A word-for-word copy of the whole listing is required.

(Input data)
══════

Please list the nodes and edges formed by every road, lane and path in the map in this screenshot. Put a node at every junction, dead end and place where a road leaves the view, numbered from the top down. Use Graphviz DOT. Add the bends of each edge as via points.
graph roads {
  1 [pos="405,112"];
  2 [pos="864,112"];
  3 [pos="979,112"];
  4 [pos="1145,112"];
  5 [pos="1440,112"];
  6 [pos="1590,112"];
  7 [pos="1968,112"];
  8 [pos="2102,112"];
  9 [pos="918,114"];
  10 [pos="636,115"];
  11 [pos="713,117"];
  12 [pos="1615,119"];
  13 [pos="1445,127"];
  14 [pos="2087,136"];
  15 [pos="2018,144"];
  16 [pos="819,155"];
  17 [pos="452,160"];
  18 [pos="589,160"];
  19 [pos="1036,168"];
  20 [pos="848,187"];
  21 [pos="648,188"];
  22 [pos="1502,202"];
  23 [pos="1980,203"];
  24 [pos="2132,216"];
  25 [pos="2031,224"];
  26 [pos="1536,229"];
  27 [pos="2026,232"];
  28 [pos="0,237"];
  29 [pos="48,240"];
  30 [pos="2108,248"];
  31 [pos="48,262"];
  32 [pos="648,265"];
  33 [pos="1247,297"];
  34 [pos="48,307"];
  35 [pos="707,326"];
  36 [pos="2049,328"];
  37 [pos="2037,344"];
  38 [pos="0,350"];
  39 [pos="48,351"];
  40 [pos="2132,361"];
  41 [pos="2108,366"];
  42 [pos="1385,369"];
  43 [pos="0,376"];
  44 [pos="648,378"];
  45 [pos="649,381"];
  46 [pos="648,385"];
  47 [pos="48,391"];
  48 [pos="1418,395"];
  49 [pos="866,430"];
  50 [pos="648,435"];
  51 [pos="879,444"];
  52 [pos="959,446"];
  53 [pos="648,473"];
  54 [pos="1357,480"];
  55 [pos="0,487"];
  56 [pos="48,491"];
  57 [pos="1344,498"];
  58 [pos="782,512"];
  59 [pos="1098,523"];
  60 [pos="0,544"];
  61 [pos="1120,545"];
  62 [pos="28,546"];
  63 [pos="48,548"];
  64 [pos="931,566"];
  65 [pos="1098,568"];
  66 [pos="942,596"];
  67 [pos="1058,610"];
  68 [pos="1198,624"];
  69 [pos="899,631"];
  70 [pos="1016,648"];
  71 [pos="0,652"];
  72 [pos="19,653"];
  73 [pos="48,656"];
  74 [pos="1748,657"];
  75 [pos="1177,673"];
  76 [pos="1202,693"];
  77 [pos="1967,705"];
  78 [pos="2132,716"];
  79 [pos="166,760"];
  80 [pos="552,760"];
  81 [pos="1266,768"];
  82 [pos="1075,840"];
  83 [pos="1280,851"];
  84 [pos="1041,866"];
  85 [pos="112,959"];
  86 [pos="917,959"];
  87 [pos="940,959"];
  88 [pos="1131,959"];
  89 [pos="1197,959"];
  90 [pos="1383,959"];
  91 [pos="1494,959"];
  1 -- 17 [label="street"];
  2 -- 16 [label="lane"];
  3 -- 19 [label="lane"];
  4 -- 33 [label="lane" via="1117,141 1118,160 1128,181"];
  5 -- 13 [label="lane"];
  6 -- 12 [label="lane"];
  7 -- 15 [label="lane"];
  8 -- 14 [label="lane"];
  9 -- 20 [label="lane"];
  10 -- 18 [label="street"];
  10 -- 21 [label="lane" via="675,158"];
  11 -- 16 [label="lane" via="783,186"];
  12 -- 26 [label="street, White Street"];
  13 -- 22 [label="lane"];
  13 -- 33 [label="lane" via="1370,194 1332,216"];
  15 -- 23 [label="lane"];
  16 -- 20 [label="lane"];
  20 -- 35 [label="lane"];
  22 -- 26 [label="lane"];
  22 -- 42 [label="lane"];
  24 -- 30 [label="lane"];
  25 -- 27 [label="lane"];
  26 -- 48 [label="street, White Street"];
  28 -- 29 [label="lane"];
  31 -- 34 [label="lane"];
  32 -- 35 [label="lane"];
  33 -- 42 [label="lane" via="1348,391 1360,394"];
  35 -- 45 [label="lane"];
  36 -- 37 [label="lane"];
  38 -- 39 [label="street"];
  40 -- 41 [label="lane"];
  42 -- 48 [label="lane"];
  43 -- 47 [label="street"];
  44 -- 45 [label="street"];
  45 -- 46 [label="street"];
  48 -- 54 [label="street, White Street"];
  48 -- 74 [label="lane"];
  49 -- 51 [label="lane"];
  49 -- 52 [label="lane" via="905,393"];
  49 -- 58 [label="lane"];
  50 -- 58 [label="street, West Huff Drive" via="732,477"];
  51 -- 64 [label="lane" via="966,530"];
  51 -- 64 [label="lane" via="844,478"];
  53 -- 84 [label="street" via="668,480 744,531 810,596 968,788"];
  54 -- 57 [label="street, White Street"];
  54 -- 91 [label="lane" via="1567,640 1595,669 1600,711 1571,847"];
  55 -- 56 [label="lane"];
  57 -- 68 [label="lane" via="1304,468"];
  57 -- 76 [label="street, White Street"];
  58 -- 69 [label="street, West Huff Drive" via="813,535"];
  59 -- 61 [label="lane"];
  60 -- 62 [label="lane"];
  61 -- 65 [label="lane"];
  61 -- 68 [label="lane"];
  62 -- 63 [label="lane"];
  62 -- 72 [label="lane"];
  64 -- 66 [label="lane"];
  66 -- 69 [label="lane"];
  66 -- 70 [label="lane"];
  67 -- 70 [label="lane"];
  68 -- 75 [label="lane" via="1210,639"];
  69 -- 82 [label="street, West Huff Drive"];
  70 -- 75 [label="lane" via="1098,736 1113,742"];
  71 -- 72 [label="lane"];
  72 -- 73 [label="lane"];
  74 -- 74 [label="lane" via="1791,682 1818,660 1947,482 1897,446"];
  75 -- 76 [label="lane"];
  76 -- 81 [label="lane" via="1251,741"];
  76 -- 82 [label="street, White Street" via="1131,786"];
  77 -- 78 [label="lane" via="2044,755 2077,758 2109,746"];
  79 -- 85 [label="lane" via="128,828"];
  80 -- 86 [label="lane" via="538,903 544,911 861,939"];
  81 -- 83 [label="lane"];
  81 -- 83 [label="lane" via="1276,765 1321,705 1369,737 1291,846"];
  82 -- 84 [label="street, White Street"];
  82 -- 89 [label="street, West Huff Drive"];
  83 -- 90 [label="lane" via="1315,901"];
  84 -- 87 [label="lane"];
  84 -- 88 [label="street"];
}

══════

(Expected output)
Please list the nodes and edges formed by every road, lane and path in the map in this screenshot. Put a node at every junction, dead end and place where a road leaves the view, numbered from the top down. Use Graphviz DOT. Add the bends of each edge as via points.
graph roads {
  1 [pos="405,112"];
  2 [pos="864,112"];
  3 [pos="979,112"];
  4 [pos="1145,112"];
  5 [pos="1440,112"];
  6 [pos="1590,112"];
  7 [pos="1968,112"];
  8 [pos="2102,112"];
  9 [pos="918,114"];
  10 [pos="636,115"];
  11 [pos="713,117"];
  12 [pos="1615,119"];
  13 [pos="1445,127"];
  14 [pos="2087,136"];
  15 [pos="2018,144"];
  16 [pos="819,155"];
  17 [pos="452,160"];
  18 [pos="589,160"];
  19 [pos="1036,168"];
  20 [pos="848,187"];
  21 [pos="648,188"];
  22 [pos="1502,202"];
  23 [pos="1980,203"];
  24 [pos="2132,216"];
  25 [pos="2031,224"];
  26 [pos="1536,229"];
  27 [pos="2026,232"];
  28 [pos="0,237"];
  29 [pos="48,240"];
  30 [pos="2108,248"];
  31 [pos="48,262"];
  32 [pos="648,265"];
  33 [pos="1247,297"];
  34 [pos="48,307"];
  35 [pos="707,326"];
  36 [pos="2049,328"];
  37 [pos="2037,344"];
  38 [pos="0,350"];
  39 [pos="48,351"];
  40 [pos="2132,361"];
  41 [pos="2108,366"];
  42 [pos="1385,369"];
  43 [pos="0,376"];
  44 [pos="648,378"];
  45 [pos="649,381"];
  46 [pos="648,385"];
  47 [pos="48,391"];
  48 [pos="1418,395"];
  49 [pos="866,430"];
  50 [pos="648,435"];
  51 [pos="879,444"];
  52 [pos="959,446"];
  53 [pos="648,473"];
  54 [pos="1357,480"];
  55 [pos="0,487"];
  56 [pos="48,491"];
  57 [pos="1344,498"];
  58 [pos="782,512"];
  59 [pos="1098,523"];
  60 [pos="0,544"];
  61 [pos="1120,545"];
  62 [pos="28,546"];
  63 [pos="48,548"];
  64 [pos="931,566"];
  65 [pos="1098,568"];
  66 [pos="942,596"];
  67 [pos="1058,610"];
  68 [pos="1198,624"];
  69 [pos="899,631"];
  70 [pos="1016,648"];
  71 [pos="0,652"];
  72 [pos="19,653"];
  73 [pos="48,656"];
  74 [pos="1748,657"];
  75 [pos="1177,673"];
  76 [pos="1202,693"];
  77 [pos="1967,705"];
  78 [pos="2132,716"];
  79 [pos="166,760"];
  80 [pos="552,760"];
  81 [pos="1266,768"];
  82 [pos="1075,840"];
  83 [pos="1280,851"];
  84 [pos="1041,866"];
  85 [pos="112,959"];
  86 [pos="917,959"];
  87 [pos="940,959"];
  88 [pos="1131,959"];
  89 [pos="1197,959"];
  90 [pos="1383,959"];
  91 [pos="1494,959"];
  1 -- 17 [label="street"];
  2 -- 16 [label="lane"];
  3 -- 19 [label="lane"];
  4 -- 33 [label="lane" via="1117,141 1118,160 1128,181"];
  5 -- 13 [label="lane"];
  6 -- 12 [label="lane"];
  7 -- 15 [label="lane"];
  8 -- 14 [label="lane"];
  9 -- 20 [label="lane"];
  10 -- 18 [label="street"];
  10 -- 21 [label="lane" via="675,158"];
  11 -- 16 [label="lane" via="783,186"];
  12 -- 26 [label="street, White Street"];
  13 -- 22 [label="lane"];
  13 -- 33 [label="lane" via="1370,194 1332,216"];
  15 -- 23 [label="lane"];
  16 -- 20 [label="lane"];
  20 -- 35 [label="lane"];
  22 -- 26 [label="lane"];
  22 -- 42 [label="lane"];
  24 -- 30 [label="lane"];
  25 -- 27 [label="lane"];
  26 -- 48 [label="street, White Street"];
  28 -- 29 [label="lane"];
  31 -- 34 [label="lane"];
  32 -- 35 [label="lane"];
  33 -- 42 [label="lane" via="1348,391 1360,394"];
  35 -- 45 [label="lane"];
  36 -- 37 [label="lane"];
  38 -- 39 [label="street"];
  40 -- 41 [label="lane"];
  42 -- 48 [label="lane"];
  43 -- 47 [label="street"];
  44 -- 45 [label="street"];
  45 -- 46 [label="street"];
  48 -- 54 [label="street, White Street"];
  48 -- 74 [label="lane"];
  49 -- 51 [label="lane"];
  49 -- 52 [label="lane" via="905,393"];
  49 -- 58 [label="lane"];
  50 -- 58 [label="street, West Huff Drive" via="732,477"];
  51 -- 64 [label="lane" via="966,530"];
  51 -- 64 [label="lane" via="844,478"];
  53 -- 84 [label="street" via="668,480 744,531 810,596 968,788"];
  54 -- 57 [label="street, White Street"];
  54 -- 91 [label="lane" via="1567,640 1595,669 1600,711 1571,847"];
  55 -- 56 [label="lane"];
  57 -- 68 [label="lane" via="1304,468"];
  57 -- 76 [label="street, White Street"];
  58 -- 69 [label="street, West Huff Drive" via="813,535"];
  59 -- 61 [label="lane"];
  60 -- 62 [label="lane"];
  61 -- 65 [label="lane"];
  61 -- 68 [label="lane"];
  62 -- 63 [label="lane"];
  62 -- 72 [label="lane"];
  64 -- 66 [label="lane"];
  66 -- 69 [label="lane"];
  66 -- 70 [label="lane"];
  67 -- 70 [label="lane"];
  68 -- 75 [label="lane" via="1210,639"];
  69 -- 82 [label="street, West Huff Drive"];
  70 -- 75 [label="lane" via="1098,736 1113,742"];
  71 -- 72 [label="lane"];
  72 -- 73 [label="lane"];
  74 -- 74 [label="lane" via="1791,682 1818,660 1947,482 1897,446"];
  75 -- 76 [label="lane"];
  76 -- 81 [label="lane" via="1251,741"];
  76 -- 82 [label="street, White Street" via="1131,786"];
  77 -- 78 [label="lane" via="2044,755 2077,758 2109,746"];
  79 -- 85 [label="lane" via="128,828"];
  80 -- 86 [label="lane" via="538,903 544,911 861,939"];
  81 -- 83 [label="lane"];
  81 -- 83 [label="lane" via="1276,765 1321,705 1369,737 1291,846"];
  82 -- 84 [label="street, White Street"];
  82 -- 89 [label="street, West Huff Drive"];
  83 -- 90 [label="lane" via="1315,901"];
  84 -- 87 [label="lane"];
  84 -- 88 [label="street"];
}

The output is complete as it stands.